Recorded data START
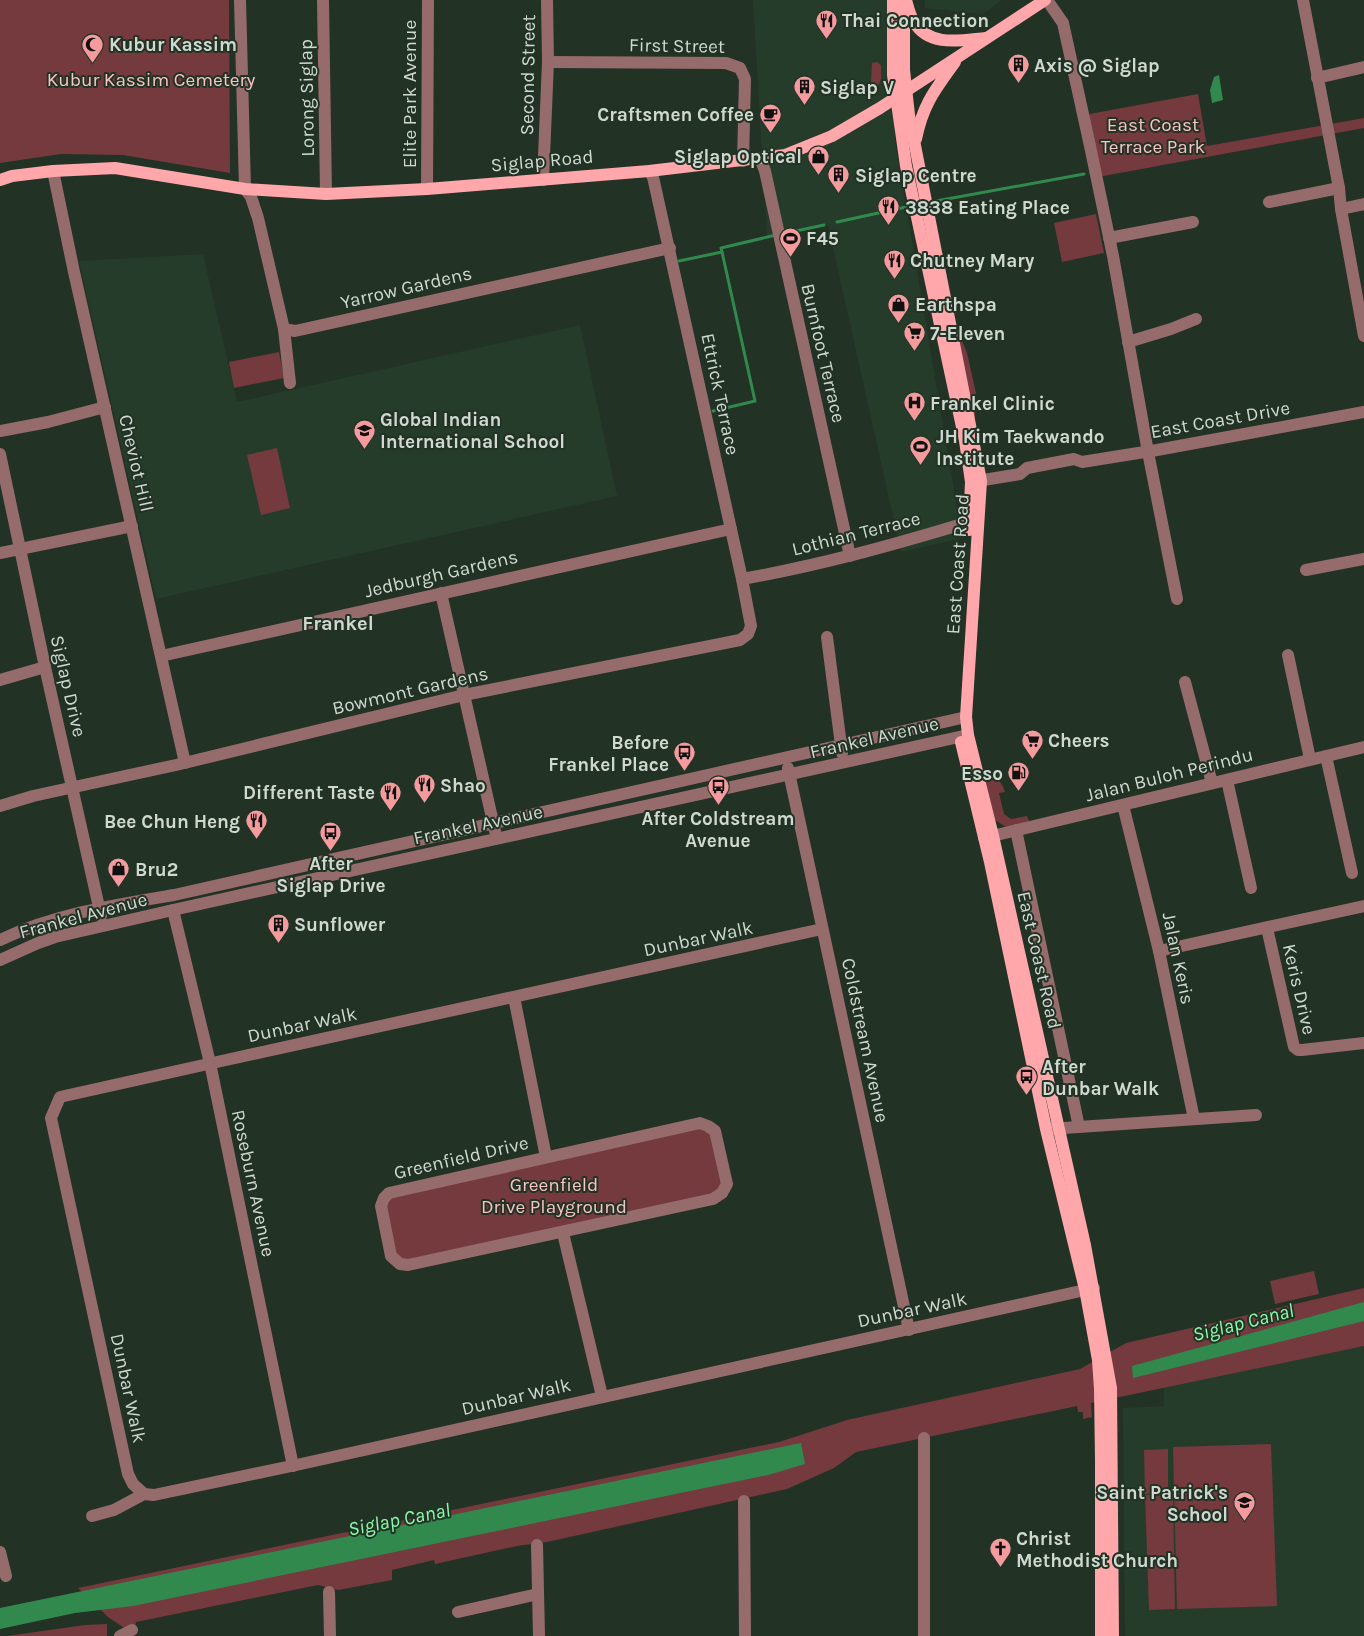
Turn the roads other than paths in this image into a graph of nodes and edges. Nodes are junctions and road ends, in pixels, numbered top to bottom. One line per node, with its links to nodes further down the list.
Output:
1 (240, 0): 24 (street)
2 (323, 0): 25 (street, Lorong Siglap)
3 (428, 0): 23 (street, Elite Park Avenue)
4 (547, 0): 11 (street, Second Street)
5 (893, 0): 14 (main road, East Coast Road)
6 (905, 0): 9 (main road); 14 (main road, East Coast Road)
7 (1046, 0): 9 (main road, Siglap Road); 30 (street)
8 (1303, 0): 13 (street)
9 (989, 37): 10 (main road, Siglap Road)
10 (960, 56): 14 (main road, Siglap Road); 15 (main road)
11 (548, 62): 17 (street, First Street); 21 (street, Second Street)
12 (1364, 67): 13 (street)
13 (1317, 78): 22 (street)
14 (901, 95): 15 (main road, East Coast Road); 16 (main road, Siglap Road); 43 (main road, East Coast Road)
15 (914, 149): 43 (main road, East Coast Road)
16 (760, 158): 17 (main road, Siglap Road); 49 (street, Burnfoot Terrace)
17 (743, 161): 19 (main road, Siglap Road)
18 (53, 171): 20 (main road, Siglap Road); 24 (main road, Siglap Road); 38 (street, Cheviot Hill)
19 (650, 171): 21 (main road, Siglap Road); 31 (street, Ettrick Terrace)
20 (0, 180)
21 (543, 180): 23 (main road, Siglap Road)
22 (1339, 188): 26 (street); 28 (street)
23 (427, 189): 25 (main road, Siglap Road)
24 (248, 193): 25 (main road, Siglap Road); 34 (street)
25 (326, 194)
26 (1269, 202)
27 (1364, 204): 28 (street)
28 (1341, 209): 32 (street)
29 (1193, 222): 30 (street)
30 (1109, 238): 36 (street)
31 (670, 248): 34 (street, Yarrow Gardens); 46 (street, Ettrick Terrace)
32 (1360, 296): 35 (street)
33 (1196, 318): 36 (street)
34 (284, 329): 37 (street)
35 (1364, 336)
36 (1128, 342): 41 (street)
37 (290, 383)
38 (105, 407): 40 (street); 45 (street, Cheviot Hill)
39 (1364, 412): 41 (street, East Coast Drive)
40 (0, 431)
41 (1148, 452): 43 (street, East Coast Drive); 54 (street)
42 (0, 454): 47 (street, Siglap Drive)
43 (976, 482): 44 (main road, East Coast Road)
44 (973, 521): 49 (street, Lothian Terrace); 63 (main road, East Coast Road)
45 (132, 526): 47 (street); 58 (street, Cheviot Hill)
46 (731, 529): 52 (street, Ettrick Terrace); 53 (street, Jedburgh Gardens)
47 (20, 548): 48 (street); 59 (street, Siglap Drive)
48 (0, 552)
49 (850, 556): 52 (street, Lothian Terrace)
50 (1364, 560): 51 (street)
51 (1306, 570)
52 (742, 579): 55 (street, Ettrick Terrace)
53 (441, 592): 58 (street, Jedburgh Gardens); 62 (street)
54 (1177, 599)
55 (751, 626): 62 (street, Bowmont Gardens)
56 (827, 637): 65 (street)
57 (1288, 655): 69 (street)
58 (161, 656): 70 (street, Cheviot Hill)
59 (45, 667): 60 (street); 75 (street, Siglap Drive)
60 (0, 680)
61 (1185, 682): 74 (street)
62 (464, 695): 70 (street, Bowmont Gardens); 78 (street)
63 (962, 718): 64 (main road, East Coast Road); 65 (street, Frankel Avenue)
64 (964, 736): 71 (street, Frankel Avenue); 80 (main road, East Coast Road)
65 (841, 746): 68 (street, Frankel Avenue); 71 (street)
66 (1364, 747): 67 (street, Jalan Buloh Perindu)
67 (1326, 756): 69 (street, Jalan Buloh Perindu); 82 (street)
68 (786, 758): 72 (street, Coldstream Avenue); 78 (street, Frankel Avenue)
69 (1310, 759): 73 (street, Jalan Buloh Perindu)
70 (185, 763): 75 (street, Bowmont Gardens)
71 (844, 763): 72 (street, Frankel Avenue)
72 (790, 775): 81 (street, Frankel Avenue); 89 (street, Coldstream Avenue)
73 (1226, 780): 74 (street, Jalan Buloh Perindu); 83 (street)
74 (1212, 783): 76 (street, Jalan Buloh Perindu)
75 (73, 788): 77 (street, Bowmont Gardens); 85 (street, Siglap Drive)
76 (1123, 805): 79 (street, Jalan Buloh Perindu); 91 (street, Jalan Keris)
77 (0, 806)
78 (493, 824): 81 (street); 85 (street, Frankel Avenue)
79 (1016, 830): 80 (street, Jalan Buloh Perindu); 98 (street)
80 (988, 837): 99 (main road, East Coast Road); 100 (main road, East Coast Road)
81 (497, 839): 86 (street, Frankel Avenue)
82 (1352, 873)
83 (1250, 888)
84 (1364, 906): 88 (street, Keris Drive)
85 (99, 908): 87 (street, Siglap Drive); 90 (street, Frankel Avenue)
86 (173, 910): 87 (street, Frankel Avenue); 95 (street, Roseburn Avenue)
87 (104, 926): 92 (street, Frankel Avenue)
88 (1267, 928): 91 (street, Keris Drive); 94 (street, Keris Drive)
89 (822, 929): 93 (street, Dunbar Walk); 104 (street, Coldstream Avenue)
90 (0, 940)
91 (1159, 951): 97 (street, Jalan Keris)
92 (0, 960)
93 (514, 997): 95 (street, Dunbar Walk); 101 (street, Greenfield Drive)
94 (1364, 1044)
95 (210, 1063): 107 (street, Roseburn Avenue); 108 (street, Dunbar Walk)
96 (1256, 1115): 97 (street)
97 (1194, 1119): 98 (street)
98 (1079, 1127): 99 (street)
99 (1059, 1128): 100 (street); 103 (main road, East Coast Road)
100 (1046, 1129): 103 (main road, East Coast Road)
101 (546, 1157): 102 (street, Greenfield Drive); 102 (street, Greenfield Drive)
102 (563, 1232): 105 (street)
103 (1089, 1289): 104 (street, Dunbar Walk); 123 (main road, East Coast Road); 124 (main road, East Coast Road)
104 (909, 1330): 105 (street, Dunbar Walk)
105 (602, 1396): 107 (street, Dunbar Walk)
106 (924, 1438): 122 (street)
107 (293, 1466): 108 (street, Dunbar Walk)
108 (144, 1494): 110 (street)
109 (744, 1501): 121 (street)
110 (92, 1516)
111 (537, 1546): 115 (street)
112 (0, 1552): 113 (street)
113 (6, 1576)
114 (329, 1592): 119 (street)
115 (538, 1594): 116 (street); 120 (street)
116 (458, 1612)
117 (132, 1630): 118 (street)
118 (120, 1636)
119 (330, 1636)
120 (539, 1636)
121 (745, 1636)
122 (924, 1636)
123 (1102, 1636)
124 (1112, 1636)

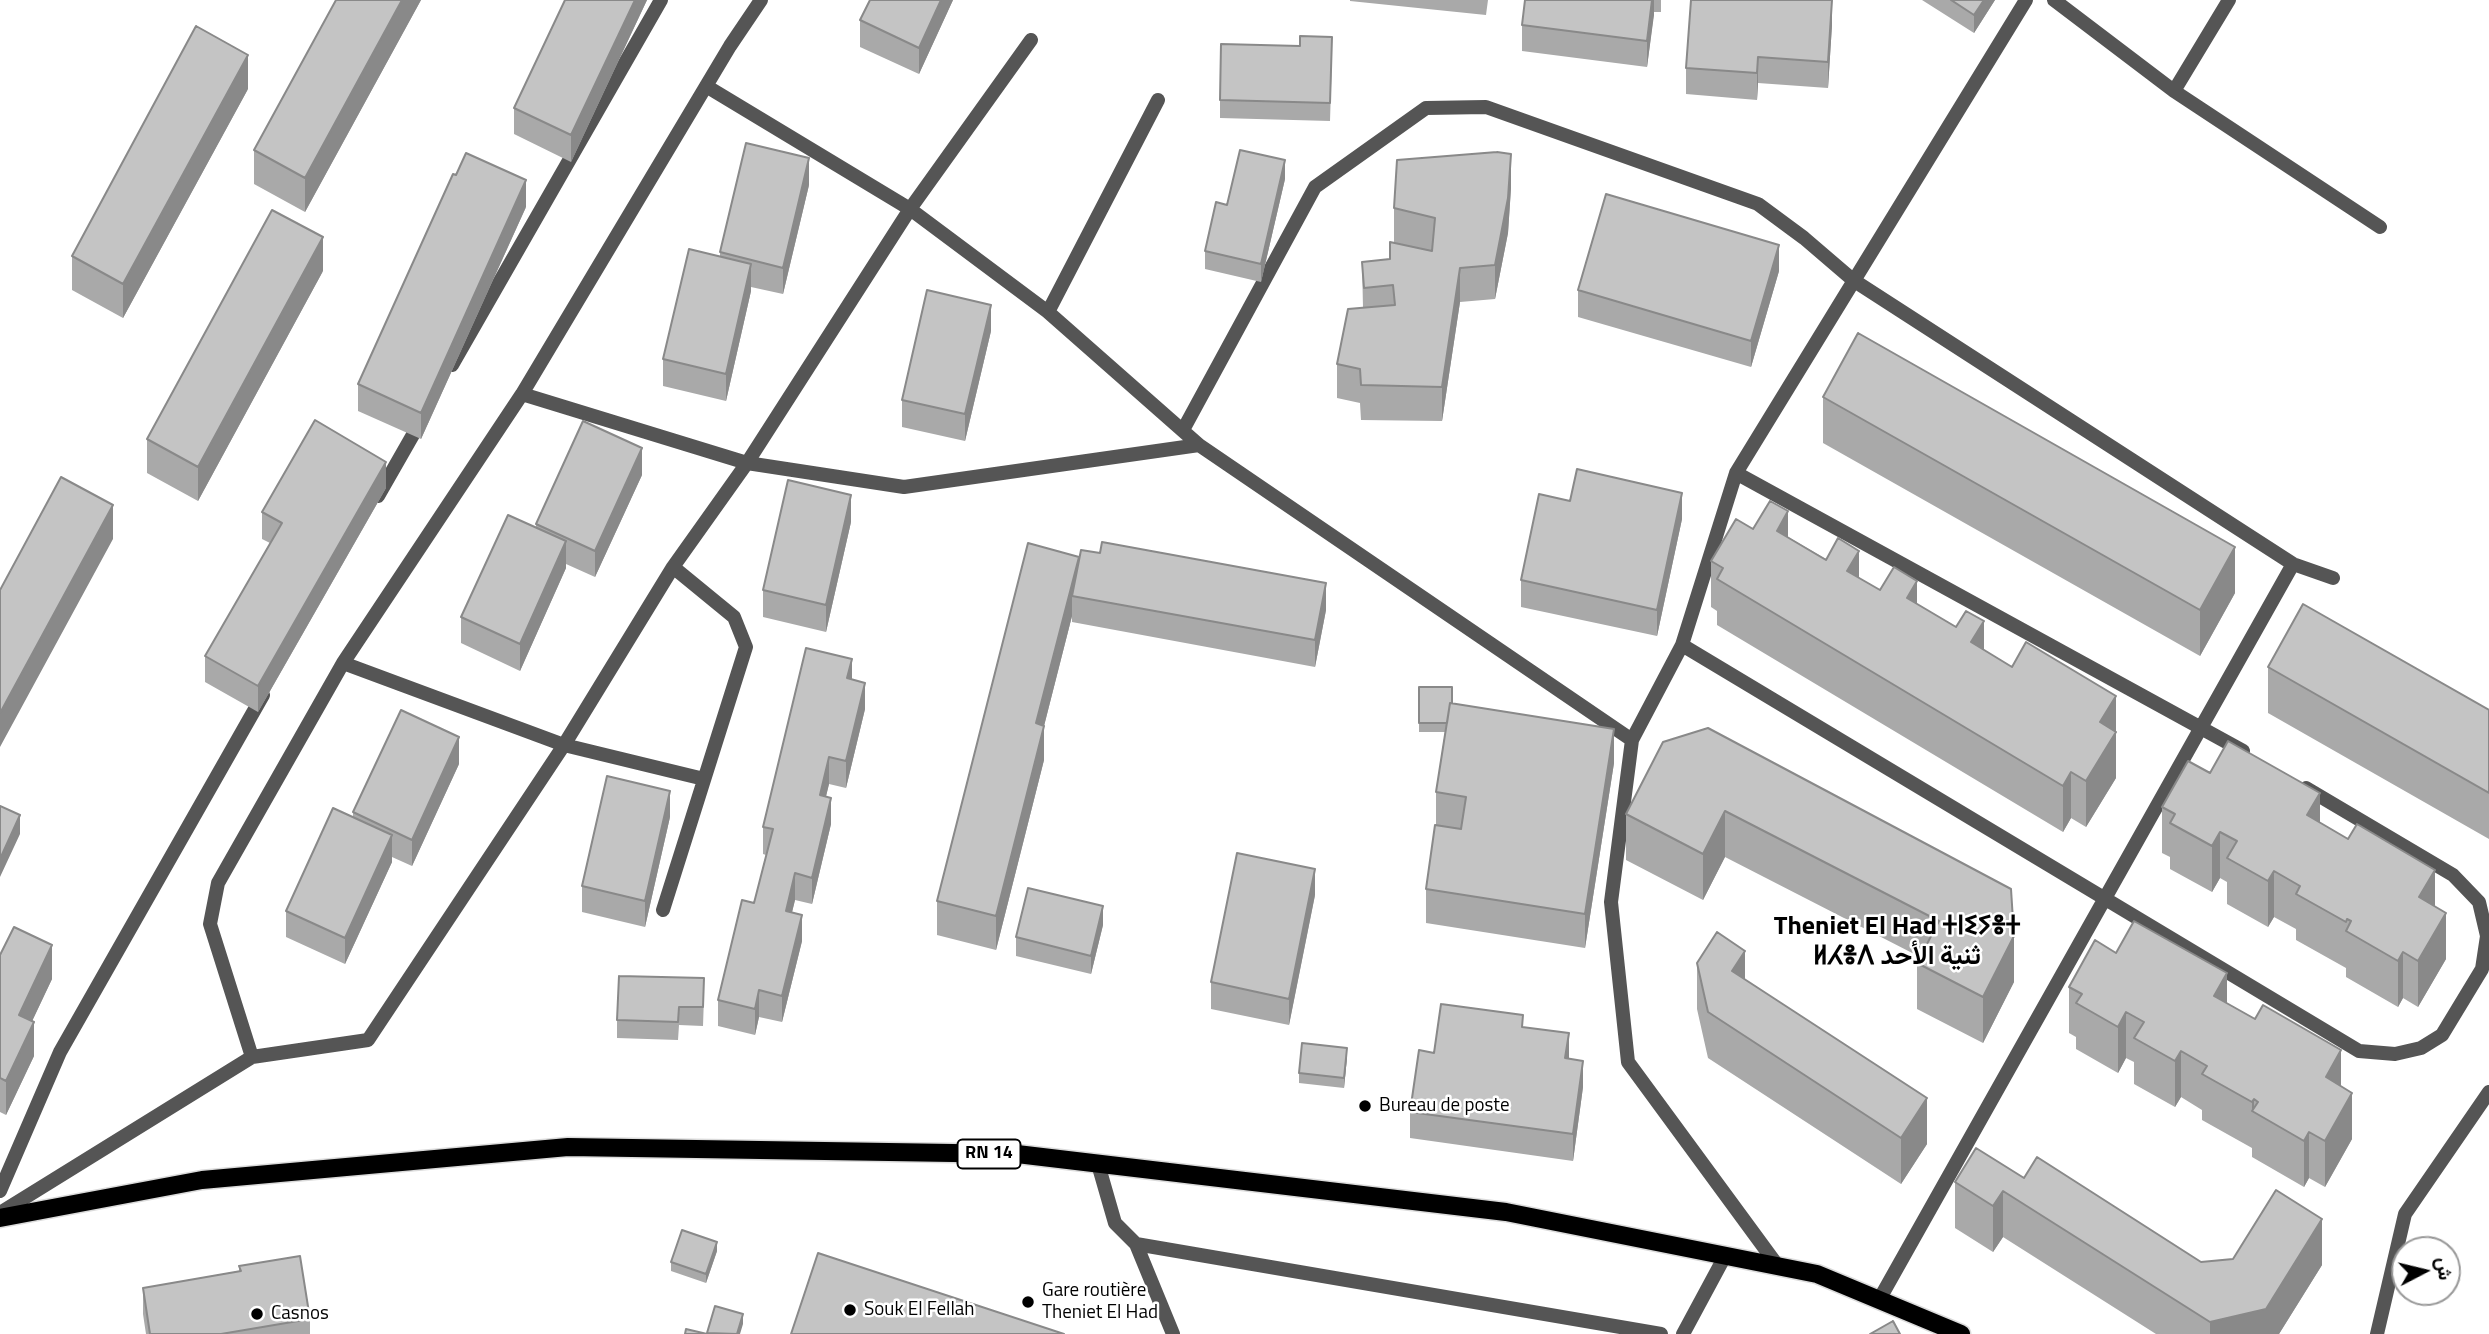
Recorded data END
■ Goal of the exercise ■
Print every record above exactly, with no pictures.

■ Response for this exercise ■
Turn the roads other than paths in this image into a graph of nodes and edges. Nodes are junctions and road ends, in pixels, numbered top to bottom. One line per node, with its links to nodes further down the list.
Output:
1 (240, 0): 24 (street)
2 (323, 0): 25 (street, Lorong Siglap)
3 (428, 0): 23 (street, Elite Park Avenue)
4 (547, 0): 11 (street, Second Street)
5 (893, 0): 14 (main road, East Coast Road)
6 (905, 0): 9 (main road); 14 (main road, East Coast Road)
7 (1046, 0): 9 (main road, Siglap Road); 30 (street)
8 (1303, 0): 13 (street)
9 (989, 37): 10 (main road, Siglap Road)
10 (960, 56): 14 (main road, Siglap Road); 15 (main road)
11 (548, 62): 17 (street, First Street); 21 (street, Second Street)
12 (1364, 67): 13 (street)
13 (1317, 78): 22 (street)
14 (901, 95): 15 (main road, East Coast Road); 16 (main road, Siglap Road); 43 (main road, East Coast Road)
15 (914, 149): 43 (main road, East Coast Road)
16 (760, 158): 17 (main road, Siglap Road); 49 (street, Burnfoot Terrace)
17 (743, 161): 19 (main road, Siglap Road)
18 (53, 171): 20 (main road, Siglap Road); 24 (main road, Siglap Road); 38 (street, Cheviot Hill)
19 (650, 171): 21 (main road, Siglap Road); 31 (street, Ettrick Terrace)
20 (0, 180)
21 (543, 180): 23 (main road, Siglap Road)
22 (1339, 188): 26 (street); 28 (street)
23 (427, 189): 25 (main road, Siglap Road)
24 (248, 193): 25 (main road, Siglap Road); 34 (street)
25 (326, 194)
26 (1269, 202)
27 (1364, 204): 28 (street)
28 (1341, 209): 32 (street)
29 (1193, 222): 30 (street)
30 (1109, 238): 36 (street)
31 (670, 248): 34 (street, Yarrow Gardens); 46 (street, Ettrick Terrace)
32 (1360, 296): 35 (street)
33 (1196, 318): 36 (street)
34 (284, 329): 37 (street)
35 (1364, 336)
36 (1128, 342): 41 (street)
37 (290, 383)
38 (105, 407): 40 (street); 45 (street, Cheviot Hill)
39 (1364, 412): 41 (street, East Coast Drive)
40 (0, 431)
41 (1148, 452): 43 (street, East Coast Drive); 54 (street)
42 (0, 454): 47 (street, Siglap Drive)
43 (976, 482): 44 (main road, East Coast Road)
44 (973, 521): 49 (street, Lothian Terrace); 63 (main road, East Coast Road)
45 (132, 526): 47 (street); 58 (street, Cheviot Hill)
46 (731, 529): 52 (street, Ettrick Terrace); 53 (street, Jedburgh Gardens)
47 (20, 548): 48 (street); 59 (street, Siglap Drive)
48 (0, 552)
49 (850, 556): 52 (street, Lothian Terrace)
50 (1364, 560): 51 (street)
51 (1306, 570)
52 (742, 579): 55 (street, Ettrick Terrace)
53 (441, 592): 58 (street, Jedburgh Gardens); 62 (street)
54 (1177, 599)
55 (751, 626): 62 (street, Bowmont Gardens)
56 (827, 637): 65 (street)
57 (1288, 655): 69 (street)
58 (161, 656): 70 (street, Cheviot Hill)
59 (45, 667): 60 (street); 75 (street, Siglap Drive)
60 (0, 680)
61 (1185, 682): 74 (street)
62 (464, 695): 70 (street, Bowmont Gardens); 78 (street)
63 (962, 718): 64 (main road, East Coast Road); 65 (street, Frankel Avenue)
64 (964, 736): 71 (street, Frankel Avenue); 80 (main road, East Coast Road)
65 (841, 746): 68 (street, Frankel Avenue); 71 (street)
66 (1364, 747): 67 (street, Jalan Buloh Perindu)
67 (1326, 756): 69 (street, Jalan Buloh Perindu); 82 (street)
68 (786, 758): 72 (street, Coldstream Avenue); 78 (street, Frankel Avenue)
69 (1310, 759): 73 (street, Jalan Buloh Perindu)
70 (185, 763): 75 (street, Bowmont Gardens)
71 (844, 763): 72 (street, Frankel Avenue)
72 (790, 775): 81 (street, Frankel Avenue); 89 (street, Coldstream Avenue)
73 (1226, 780): 74 (street, Jalan Buloh Perindu); 83 (street)
74 (1212, 783): 76 (street, Jalan Buloh Perindu)
75 (73, 788): 77 (street, Bowmont Gardens); 85 (street, Siglap Drive)
76 (1123, 805): 79 (street, Jalan Buloh Perindu); 91 (street, Jalan Keris)
77 (0, 806)
78 (493, 824): 81 (street); 85 (street, Frankel Avenue)
79 (1016, 830): 80 (street, Jalan Buloh Perindu); 98 (street)
80 (988, 837): 99 (main road, East Coast Road); 100 (main road, East Coast Road)
81 (497, 839): 86 (street, Frankel Avenue)
82 (1352, 873)
83 (1250, 888)
84 (1364, 906): 88 (street, Keris Drive)
85 (99, 908): 87 (street, Siglap Drive); 90 (street, Frankel Avenue)
86 (173, 910): 87 (street, Frankel Avenue); 95 (street, Roseburn Avenue)
87 (104, 926): 92 (street, Frankel Avenue)
88 (1267, 928): 91 (street, Keris Drive); 94 (street, Keris Drive)
89 (822, 929): 93 (street, Dunbar Walk); 104 (street, Coldstream Avenue)
90 (0, 940)
91 (1159, 951): 97 (street, Jalan Keris)
92 (0, 960)
93 (514, 997): 95 (street, Dunbar Walk); 101 (street, Greenfield Drive)
94 (1364, 1044)
95 (210, 1063): 107 (street, Roseburn Avenue); 108 (street, Dunbar Walk)
96 (1256, 1115): 97 (street)
97 (1194, 1119): 98 (street)
98 (1079, 1127): 99 (street)
99 (1059, 1128): 100 (street); 103 (main road, East Coast Road)
100 (1046, 1129): 103 (main road, East Coast Road)
101 (546, 1157): 102 (street, Greenfield Drive); 102 (street, Greenfield Drive)
102 (563, 1232): 105 (street)
103 (1089, 1289): 104 (street, Dunbar Walk); 123 (main road, East Coast Road); 124 (main road, East Coast Road)
104 (909, 1330): 105 (street, Dunbar Walk)
105 (602, 1396): 107 (street, Dunbar Walk)
106 (924, 1438): 122 (street)
107 (293, 1466): 108 (street, Dunbar Walk)
108 (144, 1494): 110 (street)
109 (744, 1501): 121 (street)
110 (92, 1516)
111 (537, 1546): 115 (street)
112 (0, 1552): 113 (street)
113 (6, 1576)
114 (329, 1592): 119 (street)
115 (538, 1594): 116 (street); 120 (street)
116 (458, 1612)
117 (132, 1630): 118 (street)
118 (120, 1636)
119 (330, 1636)
120 (539, 1636)
121 (745, 1636)
122 (924, 1636)
123 (1102, 1636)
124 (1112, 1636)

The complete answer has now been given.